Other SLURM tasks
Displaying resources available in the cluster
When running jobs, it might become relevant to check what resources are available in teh cluster and request resources according to availability. Your sysadmin created an alias to easily get a summary of resources available in GHPC - ghpcinfo
. It aliases the slurm command sinfo to provide information in an easy format.
# ghpcinfo
PARTITION AVAIL TIMELIMIT CPUS(A/I/O/T) S:C:T FREE_MEM NODELIST
zen4 up 45-12:00:00 460/692/0/1152 2:32:2 49704-1118296 epyc[01-09]
nav_zen4 up 45-12:00:00 14/242/0/256 2:32:2 1350332-152040 epyc[10-11]
ghpc up 45-12:00:00 592/1008/0/160 2:8+:2 49704-1118296 cas[1-8],epyc[01-09],sky[006-008,011-013]
ghpc_short up 1-01:00:00 8/24/0/32 2:8:2 357323 sky008
nav up 45-12:00:00 14/434/0/448 2:8+:2 302291-1520405 epyc[10-11],sky[001-005,014]
Where,
there are four queues namely - ghpc(default), zen4, ghpc_short, nav and nav_zen4.
CPUS(A/I/O/T) stands for Nodes (Active/Idle/Other/Total).
S:C:T
stands for sockets:CPUs:Threads
. 2:32:2
indicates the server has 2 sockets, each with 32 core CPUs and each core has 2 hyperthreads, totaling as 128 logical CPUs per server.
Canceling a job
Sometimes, you need to cancel a job that was submitted by mistake or with wrong specs etc.
Check your jobs using myst
alias and find the job number that you want to cancel. Then, cancel it using scancel
command.
asampath@console1:[~] > myst
JOBID PARTITION NAME USER ST TIME NODES CPUS MIN_MEMORY NODELIST(REASON)

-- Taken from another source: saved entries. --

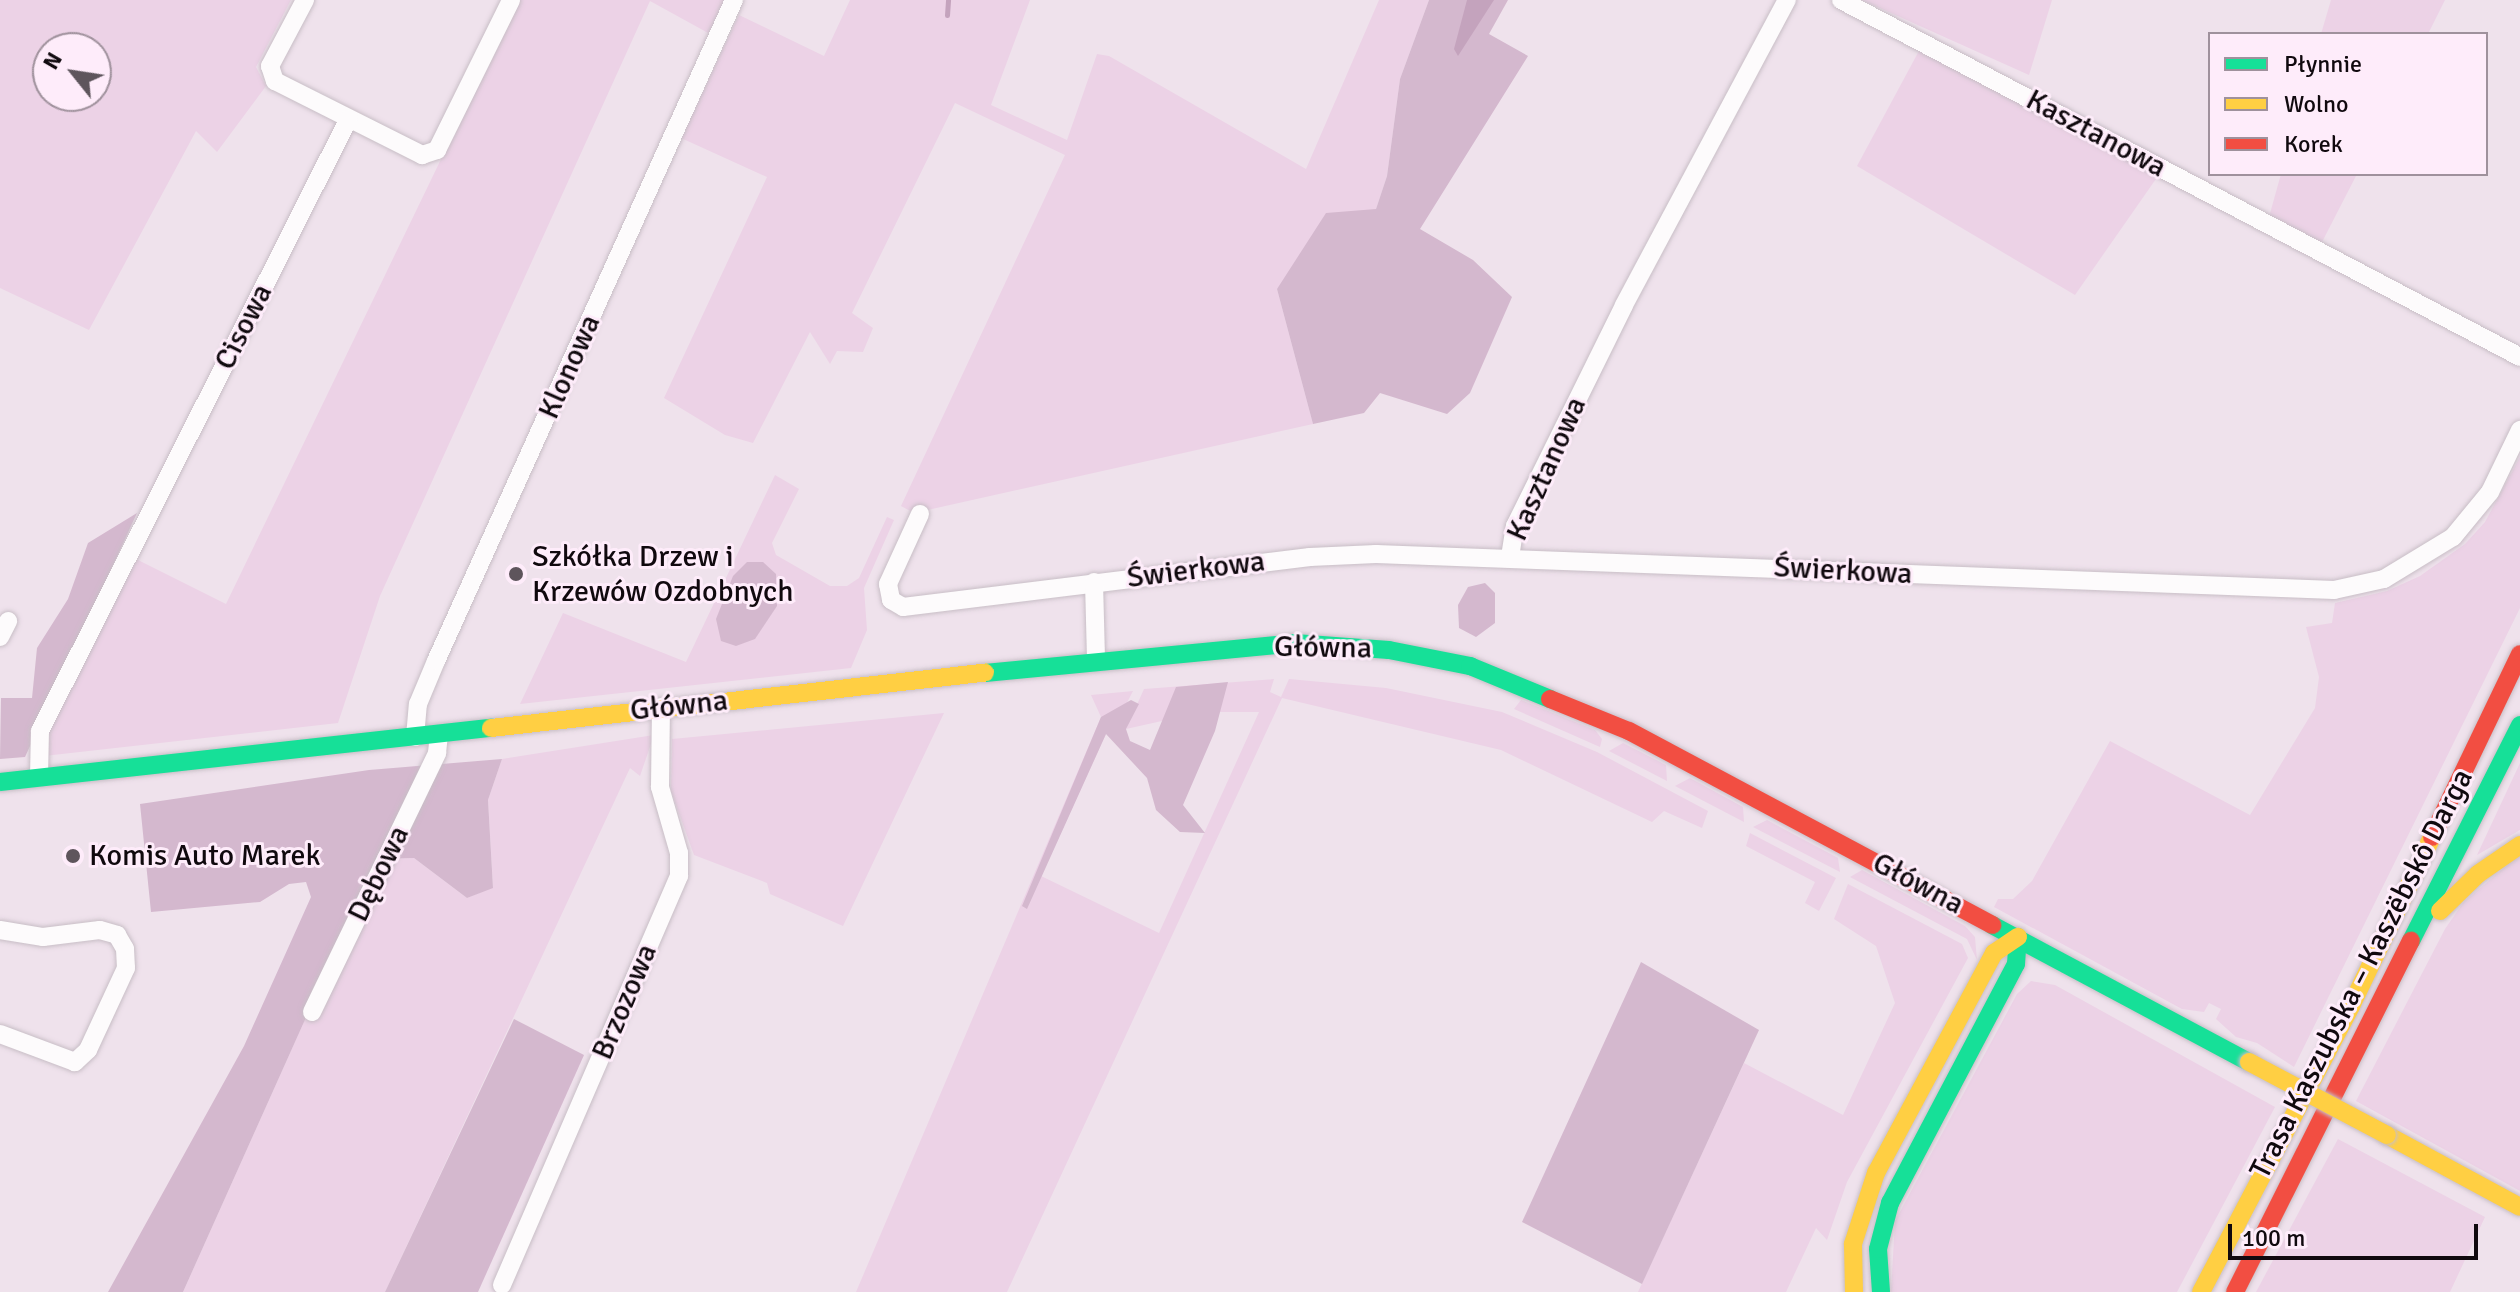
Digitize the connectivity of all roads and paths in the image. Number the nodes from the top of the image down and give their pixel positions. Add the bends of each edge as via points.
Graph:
1 (305, 0) edge
2 (511, 0) edge
3 (734, 0) edge
4 (1787, 0) edge
5 (1841, 0) edge
6 (349, 118) junction
7 (2520, 357) edge
8 (2520, 430) edge
9 (920, 514) dead end
10 (1510, 557) junction
11 (1094, 582) junction
12 (2520, 654) edge
13 (1096, 661) junction
14 (661, 707) junction
15 (2520, 725) edge
16 (439, 734) junction
17 (415, 737) junction
18 (39, 777) junction
19 (0, 782) edge
20 (2520, 845) edge
21 (0, 930) edge
22 (2420, 931) junction
23 (2018, 937) junction
24 (312, 1012) dead end
25 (0, 1034) edge
26 (2520, 1207) edge
27 (502, 1285) dead end
28 (1854, 1292) edge
29 (1881, 1292) edge
30 (2201, 1292) edge
31 (2235, 1292) edge

1 - 6 street via 270,74
2 - 6 street via 437,150 422,155
3 - 17 street, Klonowa via 436,661 418,704
4 - 10 street, Kasztanowa via 1624,305 1515,526
5 - 7 street, Kasztanowa
6 - 18 street, Cisowa via 40,731
8 - 10 street, Świerkowa via 2490,492 2453,537 2384,579 2334,590
9 - 11 street, Świerkowa via 888,584 891,600 903,607
10 - 11 street, Świerkowa via 1310,557
11 - 13 street, Świerkowa
12 - 30 main road, Trasa Kaszubska – Kaszëbskô Darga via 2351,1006
13 - 14 main road, Główna
13 - 23 main road, Główna via 1295,643 1389,650 1470,666 1629,731
14 - 16 main road, Główna
14 - 27 street, Brzozowa via 660,787 679,853 679,876
15 - 22 main road, Trasa Kaszubska – Kaszëbskô Darga
16 - 17 main road, Główna
16 - 24 street, Dębowa via 437,753
17 - 18 main road, Główna
18 - 19 main road, Główna
20 - 22 main road via 2478,874
21 - 25 street via 43,937 100,930 117,935 126,968 88,1050 75,1062
22 - 31 main road, Trasa Kaszubska – Kaszëbskô Darga
23 - 26 main road, Główna, bridge
23 - 28 main road via 1994,953 1876,1173 1853,1244
23 - 29 main road via 2016,964 1890,1203 1878,1249

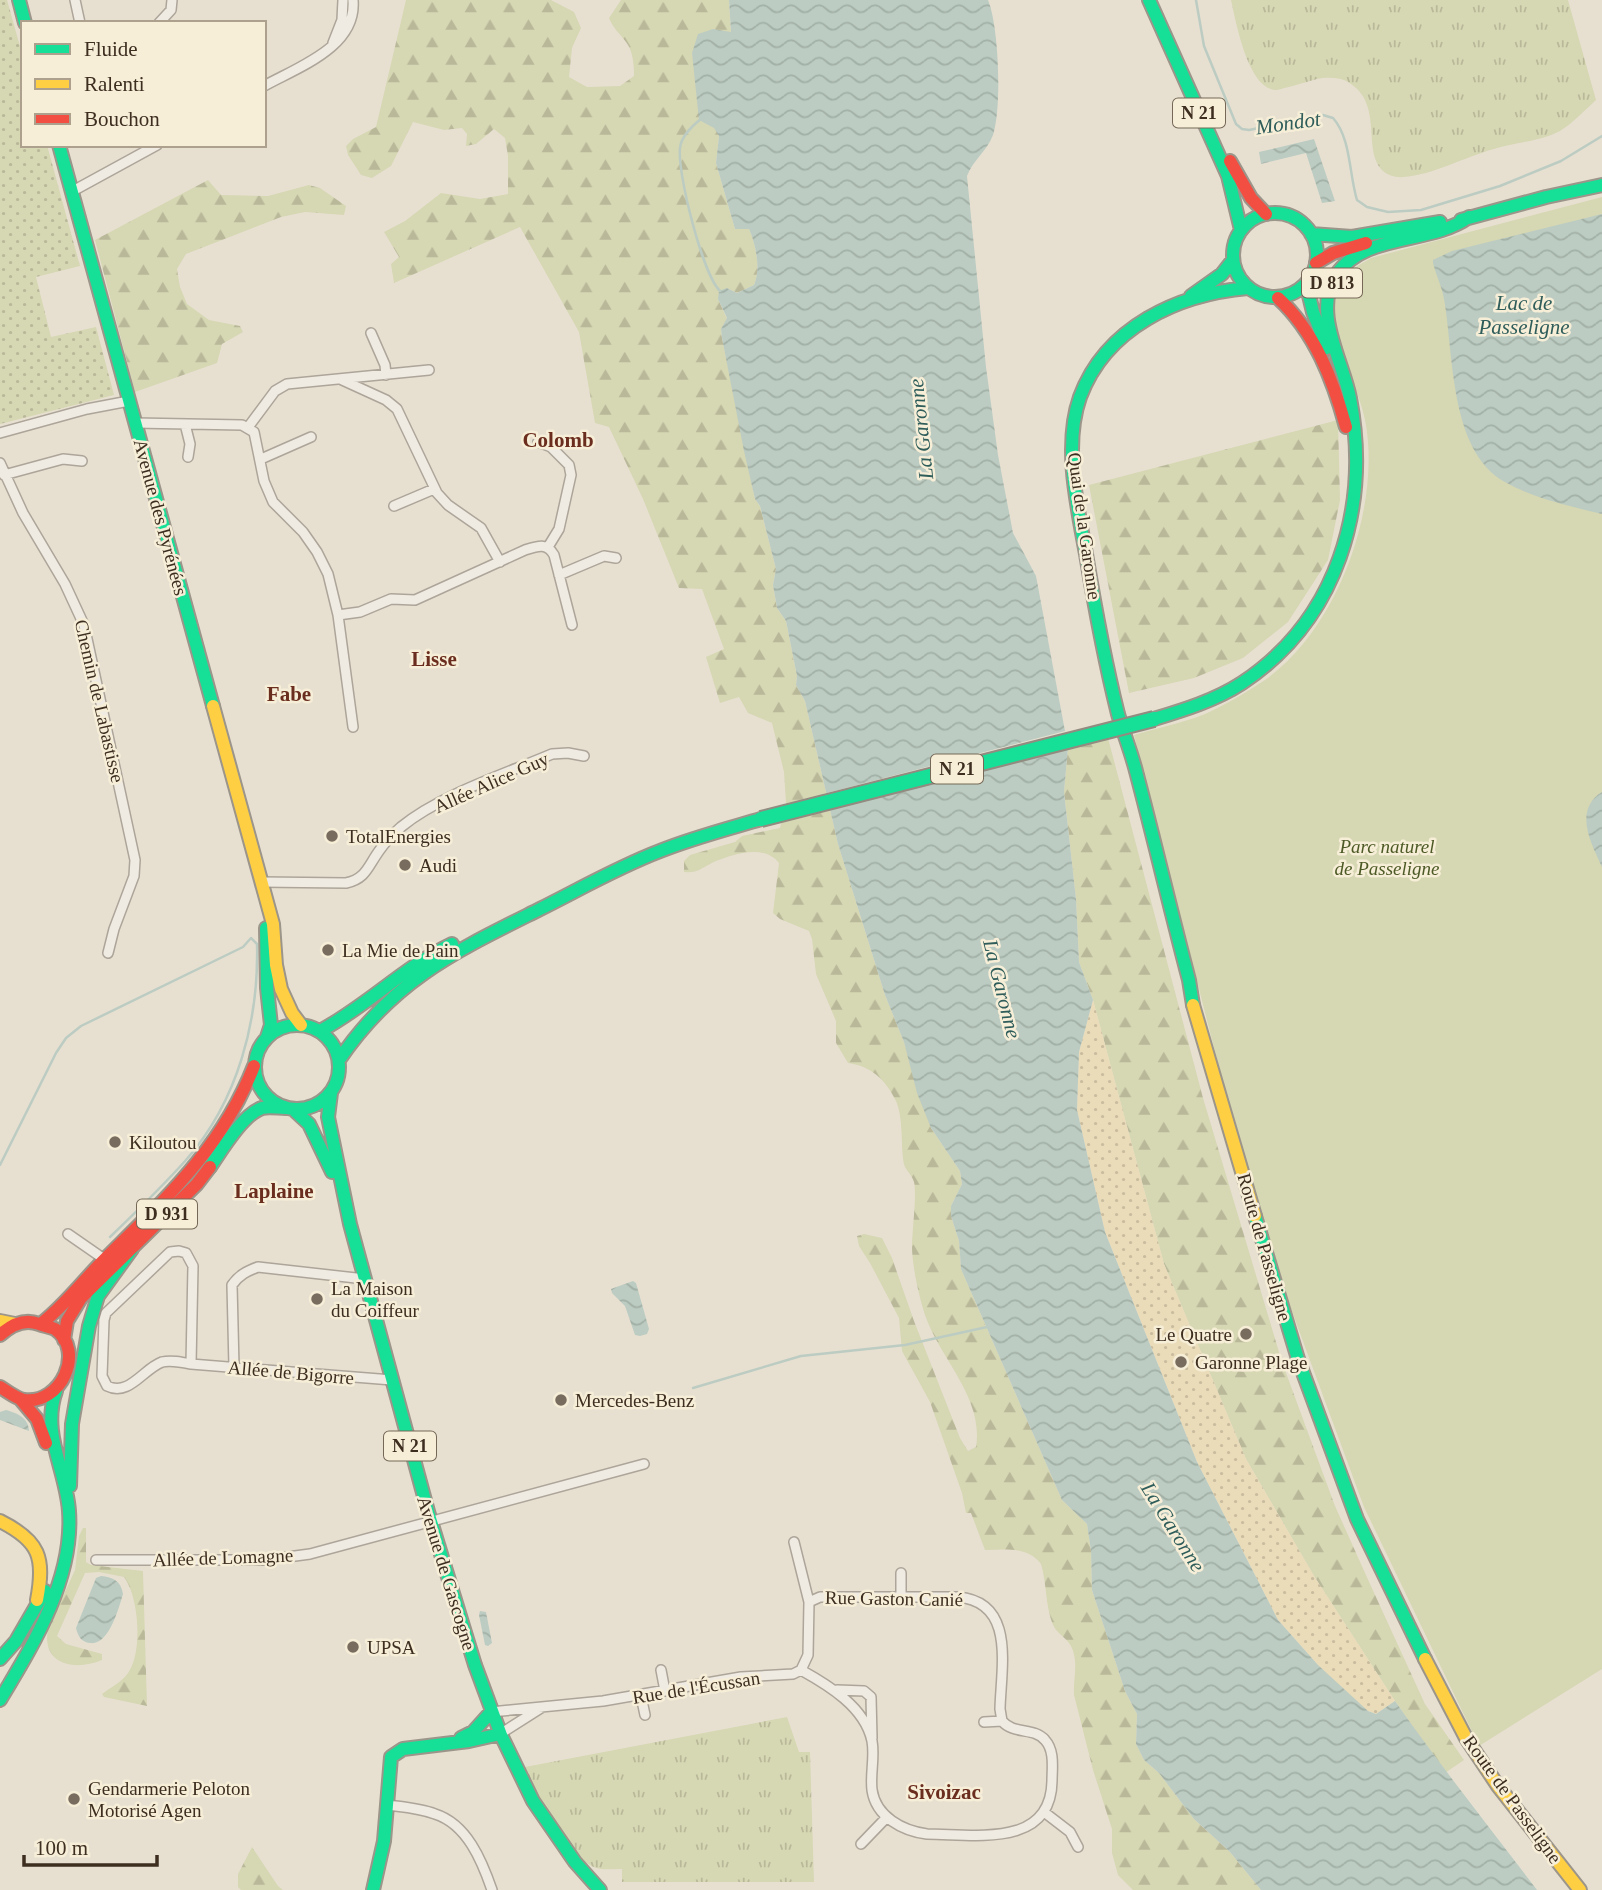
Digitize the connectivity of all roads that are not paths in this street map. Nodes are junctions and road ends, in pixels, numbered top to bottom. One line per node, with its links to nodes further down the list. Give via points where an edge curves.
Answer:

556 nav template asampath R 0:07 1 2 10G c09b03.ghpc.au.dk
557 nav template asampath R 0:04 1 2 10G c09b03.ghpc.au.dk
asampath@console1:[~] > scancel 556
asampath@console1:[~] > myst
JOBID PARTITION NAME USER ST TIME NODES CPUS MIN_MEMORY NODELIST(REASON)
557 nav template asampath R 0:11 1 2 10G c09b03.ghpc.au.dk
Modifying Time limit of a running/pending job
Slurm does not allow users to increase the time limits of running jobs. If you submitted a job with a run time of x hours, and realize that perhaps it might need x+2 hours to finish, you can email your sysadmin requesting to increase the time limit of the job at any time. Do not expect immediate response. But, if you're lucky and your sysadmin read your email at that time, it can be done easily.
when you send an email, specify the job and time limit in text form, and do NOT send screenshots.
Moving a job to the top of your queue
At times, you may have a need to make a job run with higher priority than the rest of your jobs already waiting in queue. You can move any job to the top of your queue using..
scontrol top <jobid>
Resubmit a job
If you'd like to resubmit a job with same parameters,
scontrol requeue <jobid>